Saturday, December 27, 2008

Benchmarking and Software Decisions

I have been setting up FRAGG, my benchmarking PC, with software and data in preparation for "". That's the ZAPS logo on my desktop. I added it because I was so impressed with their prices and service. So far I have managed to fill up my 149GB hard drive with a lot of software, and test data. But I am still mystified about which benchmark software, if any, is capable of measuring the effects of file fragmentation on the system in a meaningful way.
Do I have to do "The Great Benchmark Shootout" in order to do "The 2009 Defrag Shootout"? I hope not. But I have a nasty suspicion that I'm going to have to learn a lot about how these benchmarks work before I can get anything meaningful out of them.
One thing I have noticed about Vista Home Basic: the hard drive seems to have a life of its own, partly because the page file size keeps changing. I guess this tells me that 1GB RAM is not enough for many of these benchmarks. I have installed the very useful HardDriveIndicator utility to show whether the hard drive is busy, because the HDD light isn't easy to see from my desk.
Another change to my normal behaviour is that I have forced myself NOT to empty the Recycle Bin or clear any browsing caches. So far I have accumulated 8,515MB of deletable files. It is going to be interesting to see what the various defrag programs make of this. I have also created some compressed folders, and copied several large files, greater than 4GB, to the disk, some compressed, some not.
The data files are a collection of archived podcasts, audio books, Word and Excel documents, PDF files, scanned images, photographs and recordings, made by my wife and I over the last few years. There are recent files and old files, and sizes ranging across the board, in various folder structures.
At the moment the system is a mess, and it sometimes takes a several seconds for the "Programs and Features" list to open (see below). I'm trying to get it to look like a typical home user's PC, or a badly maintained office PC. Normally I use NOD32 as my anti-virus program, but this time I'm using the freeware version of AVG, because it is extremely common, and because the automatic scan of all the files takes over an hour. I figure this may become a useful benchmark all by itself.
For fun, I installed all the major browsers (IE7, Firefox, Chrome, Safari, Opera), and all the Windows Live and Live Mesh stuff, except Messenger. Then I added Microsoft Office 2007, OpenOffice.org 3, Windows Media Player 11, RealPlayer 11, iTunes 8, Quicktime, etc. I also added some extra fonts, the SysInternals Tools, DirectX, and a bunch of other stuff. I used Firefox's DownThemAll add-on to download most of the software, and copied other files onto a shared folder while this was happening, to attempt to get further hard drive fragmentation.
I have purchased PCMark05 (WinXP, Vista) and PCMark Vantage (Vista only), since they claim to be able to benchmark the system's hard drive, and these utilities were used to trash the performance of several defrag programs by MaximumPC. These utilities claim to be able to determine the boot time of WinXP and Vista, although they don't actually reboot the PC. Benchmarks used by the 3DProfessor for their Diskeeper propaganda include SpecViewPerf 10 and SiSoftware Sandra 2009 SP2.
Further research on MajorGeeks and Downloads.com have led me to numerous other utilities for benchmarking, including the PassMark Performance Test 6.1 and IOzone 3.311. Here is the completed software list:
Now I have to back up the disk image with Acronis TrueImage and then start all over again with WinXP.

3 comments:

Anonymous said...

Hello Donn! I have just finished reading your article.

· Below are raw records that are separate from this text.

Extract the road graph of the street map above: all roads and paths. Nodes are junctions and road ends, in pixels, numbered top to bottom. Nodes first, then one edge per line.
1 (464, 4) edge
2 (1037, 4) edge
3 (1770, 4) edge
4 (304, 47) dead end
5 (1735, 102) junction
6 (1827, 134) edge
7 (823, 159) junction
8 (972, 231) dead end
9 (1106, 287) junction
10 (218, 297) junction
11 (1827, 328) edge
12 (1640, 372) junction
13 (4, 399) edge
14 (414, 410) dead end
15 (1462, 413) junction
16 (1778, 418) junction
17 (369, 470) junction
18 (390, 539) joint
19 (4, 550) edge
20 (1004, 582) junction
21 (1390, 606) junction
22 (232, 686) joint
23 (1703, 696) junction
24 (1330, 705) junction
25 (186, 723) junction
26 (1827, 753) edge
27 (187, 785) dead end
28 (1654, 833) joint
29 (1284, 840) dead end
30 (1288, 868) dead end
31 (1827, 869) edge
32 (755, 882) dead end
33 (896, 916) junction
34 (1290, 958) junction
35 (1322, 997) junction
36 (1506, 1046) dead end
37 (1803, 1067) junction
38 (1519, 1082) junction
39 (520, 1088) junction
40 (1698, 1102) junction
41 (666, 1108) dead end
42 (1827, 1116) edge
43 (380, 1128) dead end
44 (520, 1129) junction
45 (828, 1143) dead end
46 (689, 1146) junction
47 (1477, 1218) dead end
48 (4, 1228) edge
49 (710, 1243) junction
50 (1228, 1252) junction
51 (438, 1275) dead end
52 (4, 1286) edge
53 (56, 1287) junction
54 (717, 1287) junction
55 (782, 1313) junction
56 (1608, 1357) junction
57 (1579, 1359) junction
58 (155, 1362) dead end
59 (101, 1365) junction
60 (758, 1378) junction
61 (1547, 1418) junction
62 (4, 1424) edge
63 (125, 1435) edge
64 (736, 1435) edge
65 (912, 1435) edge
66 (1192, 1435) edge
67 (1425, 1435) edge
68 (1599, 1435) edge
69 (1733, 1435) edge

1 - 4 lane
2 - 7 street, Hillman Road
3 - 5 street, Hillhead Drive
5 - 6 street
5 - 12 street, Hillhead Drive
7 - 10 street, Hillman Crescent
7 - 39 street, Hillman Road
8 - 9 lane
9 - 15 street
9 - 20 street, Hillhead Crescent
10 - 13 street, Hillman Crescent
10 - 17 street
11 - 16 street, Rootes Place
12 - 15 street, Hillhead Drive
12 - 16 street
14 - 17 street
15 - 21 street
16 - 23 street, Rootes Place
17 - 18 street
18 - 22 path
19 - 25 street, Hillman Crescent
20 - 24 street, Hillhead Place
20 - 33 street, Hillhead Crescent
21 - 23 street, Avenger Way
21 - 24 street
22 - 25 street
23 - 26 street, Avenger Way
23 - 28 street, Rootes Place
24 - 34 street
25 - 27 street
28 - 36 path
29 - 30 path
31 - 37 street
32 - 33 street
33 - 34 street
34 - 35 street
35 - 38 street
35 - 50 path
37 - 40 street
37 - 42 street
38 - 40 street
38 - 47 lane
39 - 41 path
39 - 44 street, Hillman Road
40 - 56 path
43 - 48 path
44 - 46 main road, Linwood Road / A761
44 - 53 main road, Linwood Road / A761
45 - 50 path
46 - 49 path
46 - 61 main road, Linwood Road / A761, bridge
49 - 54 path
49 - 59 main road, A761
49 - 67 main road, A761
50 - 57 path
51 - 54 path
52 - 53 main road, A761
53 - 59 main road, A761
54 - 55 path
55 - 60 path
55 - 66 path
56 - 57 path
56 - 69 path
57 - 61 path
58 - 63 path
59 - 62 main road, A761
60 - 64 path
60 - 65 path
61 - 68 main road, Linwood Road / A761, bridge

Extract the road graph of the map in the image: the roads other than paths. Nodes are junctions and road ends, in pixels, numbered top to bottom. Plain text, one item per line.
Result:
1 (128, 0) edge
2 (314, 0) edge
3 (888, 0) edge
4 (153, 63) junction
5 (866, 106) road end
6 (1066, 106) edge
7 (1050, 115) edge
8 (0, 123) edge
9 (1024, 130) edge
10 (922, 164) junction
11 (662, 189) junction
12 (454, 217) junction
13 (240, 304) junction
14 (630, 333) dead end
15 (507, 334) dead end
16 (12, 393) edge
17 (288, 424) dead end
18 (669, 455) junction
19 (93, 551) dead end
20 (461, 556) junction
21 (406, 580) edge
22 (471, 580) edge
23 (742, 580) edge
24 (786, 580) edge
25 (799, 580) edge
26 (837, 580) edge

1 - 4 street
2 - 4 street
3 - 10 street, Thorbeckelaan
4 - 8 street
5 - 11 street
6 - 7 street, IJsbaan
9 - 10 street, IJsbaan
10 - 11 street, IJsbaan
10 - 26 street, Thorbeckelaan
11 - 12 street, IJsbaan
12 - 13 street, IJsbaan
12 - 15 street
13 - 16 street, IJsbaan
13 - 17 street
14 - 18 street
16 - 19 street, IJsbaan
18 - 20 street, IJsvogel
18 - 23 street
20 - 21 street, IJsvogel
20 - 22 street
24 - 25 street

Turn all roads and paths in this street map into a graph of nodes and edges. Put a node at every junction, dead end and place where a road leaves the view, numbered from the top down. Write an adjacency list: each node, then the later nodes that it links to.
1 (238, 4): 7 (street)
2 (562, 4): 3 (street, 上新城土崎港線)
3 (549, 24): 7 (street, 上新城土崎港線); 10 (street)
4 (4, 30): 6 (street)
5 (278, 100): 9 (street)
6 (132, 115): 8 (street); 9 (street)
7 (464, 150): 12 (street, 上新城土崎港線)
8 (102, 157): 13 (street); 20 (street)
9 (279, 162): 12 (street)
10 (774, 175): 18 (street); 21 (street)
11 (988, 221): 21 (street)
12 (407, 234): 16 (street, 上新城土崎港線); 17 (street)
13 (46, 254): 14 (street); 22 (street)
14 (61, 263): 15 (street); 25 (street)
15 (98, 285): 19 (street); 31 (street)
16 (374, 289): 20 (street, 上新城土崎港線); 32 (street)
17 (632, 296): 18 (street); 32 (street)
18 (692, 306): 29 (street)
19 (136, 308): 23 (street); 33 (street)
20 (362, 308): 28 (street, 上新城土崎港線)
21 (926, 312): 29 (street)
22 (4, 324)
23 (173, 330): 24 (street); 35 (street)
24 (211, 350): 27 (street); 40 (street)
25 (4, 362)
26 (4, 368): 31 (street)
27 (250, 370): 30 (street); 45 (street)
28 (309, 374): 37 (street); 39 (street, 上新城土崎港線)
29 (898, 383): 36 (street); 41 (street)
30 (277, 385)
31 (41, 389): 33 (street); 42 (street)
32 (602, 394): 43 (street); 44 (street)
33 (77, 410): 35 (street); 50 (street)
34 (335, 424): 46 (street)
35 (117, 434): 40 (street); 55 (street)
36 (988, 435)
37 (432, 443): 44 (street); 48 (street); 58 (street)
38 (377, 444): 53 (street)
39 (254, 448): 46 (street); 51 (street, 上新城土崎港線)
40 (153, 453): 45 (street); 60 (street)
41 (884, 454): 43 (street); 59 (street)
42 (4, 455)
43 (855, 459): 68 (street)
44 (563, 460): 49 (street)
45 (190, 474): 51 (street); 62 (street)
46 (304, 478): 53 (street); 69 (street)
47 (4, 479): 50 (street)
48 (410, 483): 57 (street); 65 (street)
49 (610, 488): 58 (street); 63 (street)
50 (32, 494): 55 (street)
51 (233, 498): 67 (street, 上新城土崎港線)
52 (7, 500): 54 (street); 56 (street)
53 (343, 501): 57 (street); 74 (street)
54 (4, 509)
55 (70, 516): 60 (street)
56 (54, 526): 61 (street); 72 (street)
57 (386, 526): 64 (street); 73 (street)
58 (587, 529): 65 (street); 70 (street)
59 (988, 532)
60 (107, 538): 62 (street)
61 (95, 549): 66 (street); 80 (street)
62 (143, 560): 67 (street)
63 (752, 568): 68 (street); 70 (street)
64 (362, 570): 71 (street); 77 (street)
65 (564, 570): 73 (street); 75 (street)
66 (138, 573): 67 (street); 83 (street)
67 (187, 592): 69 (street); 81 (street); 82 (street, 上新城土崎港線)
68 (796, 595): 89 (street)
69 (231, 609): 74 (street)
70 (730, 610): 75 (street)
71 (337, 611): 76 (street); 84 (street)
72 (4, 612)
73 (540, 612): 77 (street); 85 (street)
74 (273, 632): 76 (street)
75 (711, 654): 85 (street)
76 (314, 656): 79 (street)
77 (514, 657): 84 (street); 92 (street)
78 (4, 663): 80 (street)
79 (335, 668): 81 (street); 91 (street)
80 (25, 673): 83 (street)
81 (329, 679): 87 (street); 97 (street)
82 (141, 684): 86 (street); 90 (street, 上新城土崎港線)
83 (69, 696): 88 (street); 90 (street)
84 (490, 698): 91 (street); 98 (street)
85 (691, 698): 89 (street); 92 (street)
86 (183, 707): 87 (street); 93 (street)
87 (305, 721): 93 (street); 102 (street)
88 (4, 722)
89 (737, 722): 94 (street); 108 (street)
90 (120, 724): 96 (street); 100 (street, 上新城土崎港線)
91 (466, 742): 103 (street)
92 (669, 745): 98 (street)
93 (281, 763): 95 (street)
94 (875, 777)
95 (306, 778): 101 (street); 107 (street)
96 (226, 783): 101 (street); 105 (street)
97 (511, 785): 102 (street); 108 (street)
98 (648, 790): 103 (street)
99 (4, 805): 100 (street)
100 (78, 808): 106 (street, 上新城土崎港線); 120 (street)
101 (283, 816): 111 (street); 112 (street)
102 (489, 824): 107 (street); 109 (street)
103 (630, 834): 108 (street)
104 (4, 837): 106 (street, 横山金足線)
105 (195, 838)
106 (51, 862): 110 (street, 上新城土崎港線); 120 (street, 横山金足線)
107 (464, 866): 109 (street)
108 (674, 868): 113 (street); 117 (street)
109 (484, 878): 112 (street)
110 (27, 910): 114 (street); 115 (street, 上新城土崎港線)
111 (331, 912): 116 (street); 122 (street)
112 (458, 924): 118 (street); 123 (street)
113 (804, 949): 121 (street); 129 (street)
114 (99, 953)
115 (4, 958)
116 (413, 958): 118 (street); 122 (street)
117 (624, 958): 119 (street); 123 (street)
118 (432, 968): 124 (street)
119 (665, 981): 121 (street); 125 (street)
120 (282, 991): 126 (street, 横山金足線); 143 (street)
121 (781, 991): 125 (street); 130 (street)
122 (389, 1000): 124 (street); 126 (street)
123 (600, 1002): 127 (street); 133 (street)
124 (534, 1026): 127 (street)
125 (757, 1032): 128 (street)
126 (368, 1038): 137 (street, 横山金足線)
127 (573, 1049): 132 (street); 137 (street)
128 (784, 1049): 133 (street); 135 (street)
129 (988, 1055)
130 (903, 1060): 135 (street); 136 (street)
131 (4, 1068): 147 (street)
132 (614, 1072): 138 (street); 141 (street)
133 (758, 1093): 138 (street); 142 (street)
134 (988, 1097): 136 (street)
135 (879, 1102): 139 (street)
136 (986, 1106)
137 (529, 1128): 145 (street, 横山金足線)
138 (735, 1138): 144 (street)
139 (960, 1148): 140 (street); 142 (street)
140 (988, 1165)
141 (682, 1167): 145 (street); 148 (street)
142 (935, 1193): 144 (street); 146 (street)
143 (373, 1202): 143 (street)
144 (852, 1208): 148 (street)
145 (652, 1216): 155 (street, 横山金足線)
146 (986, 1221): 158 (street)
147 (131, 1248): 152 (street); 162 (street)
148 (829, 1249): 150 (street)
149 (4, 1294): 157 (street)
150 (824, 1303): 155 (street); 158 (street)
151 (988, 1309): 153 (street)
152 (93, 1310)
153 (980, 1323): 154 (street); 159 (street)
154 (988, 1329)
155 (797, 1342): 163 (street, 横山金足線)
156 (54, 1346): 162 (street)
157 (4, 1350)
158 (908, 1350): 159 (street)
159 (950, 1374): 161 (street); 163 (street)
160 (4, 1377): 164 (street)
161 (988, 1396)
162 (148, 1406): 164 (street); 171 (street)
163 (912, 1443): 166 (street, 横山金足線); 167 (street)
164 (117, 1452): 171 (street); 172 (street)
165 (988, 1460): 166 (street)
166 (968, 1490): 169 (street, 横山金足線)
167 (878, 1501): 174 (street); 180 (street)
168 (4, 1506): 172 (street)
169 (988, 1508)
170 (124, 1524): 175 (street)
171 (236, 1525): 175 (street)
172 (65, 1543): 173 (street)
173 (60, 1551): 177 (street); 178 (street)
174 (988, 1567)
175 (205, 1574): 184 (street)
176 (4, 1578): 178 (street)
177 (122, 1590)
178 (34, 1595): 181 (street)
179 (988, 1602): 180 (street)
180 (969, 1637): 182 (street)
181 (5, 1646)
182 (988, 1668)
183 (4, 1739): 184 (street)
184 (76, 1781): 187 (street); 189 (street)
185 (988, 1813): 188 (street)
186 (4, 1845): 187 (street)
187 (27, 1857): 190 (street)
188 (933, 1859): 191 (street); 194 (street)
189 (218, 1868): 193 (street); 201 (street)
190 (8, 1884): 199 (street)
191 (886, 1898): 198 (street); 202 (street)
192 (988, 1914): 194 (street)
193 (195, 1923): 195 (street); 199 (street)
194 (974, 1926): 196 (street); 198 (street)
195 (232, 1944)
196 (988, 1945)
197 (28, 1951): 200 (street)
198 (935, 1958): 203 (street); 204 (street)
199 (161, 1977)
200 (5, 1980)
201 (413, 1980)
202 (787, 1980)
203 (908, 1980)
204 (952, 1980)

I was thinking that it would be nice to include the startup time of some common applications, as well as time it takes to open large and fragmented documents (e.g. doc or pdf), as part of your benchmark. What are your thought on this?

Regards,
Quant2

P.S. Sorry for my bad English: it is not my first language.

Donn Edwards said...

These are good suggestions and I plan to do some tests like this. I'm also going to write a Microsoft Access "Stress test" program.

I look forward to other suggestions and comments.

JSComputerTech said...

PCMark Vantage obtains the startup mb/s via a file access trace. I think there is a free application that can also record and play back traces I just can't seem to remember where to find it.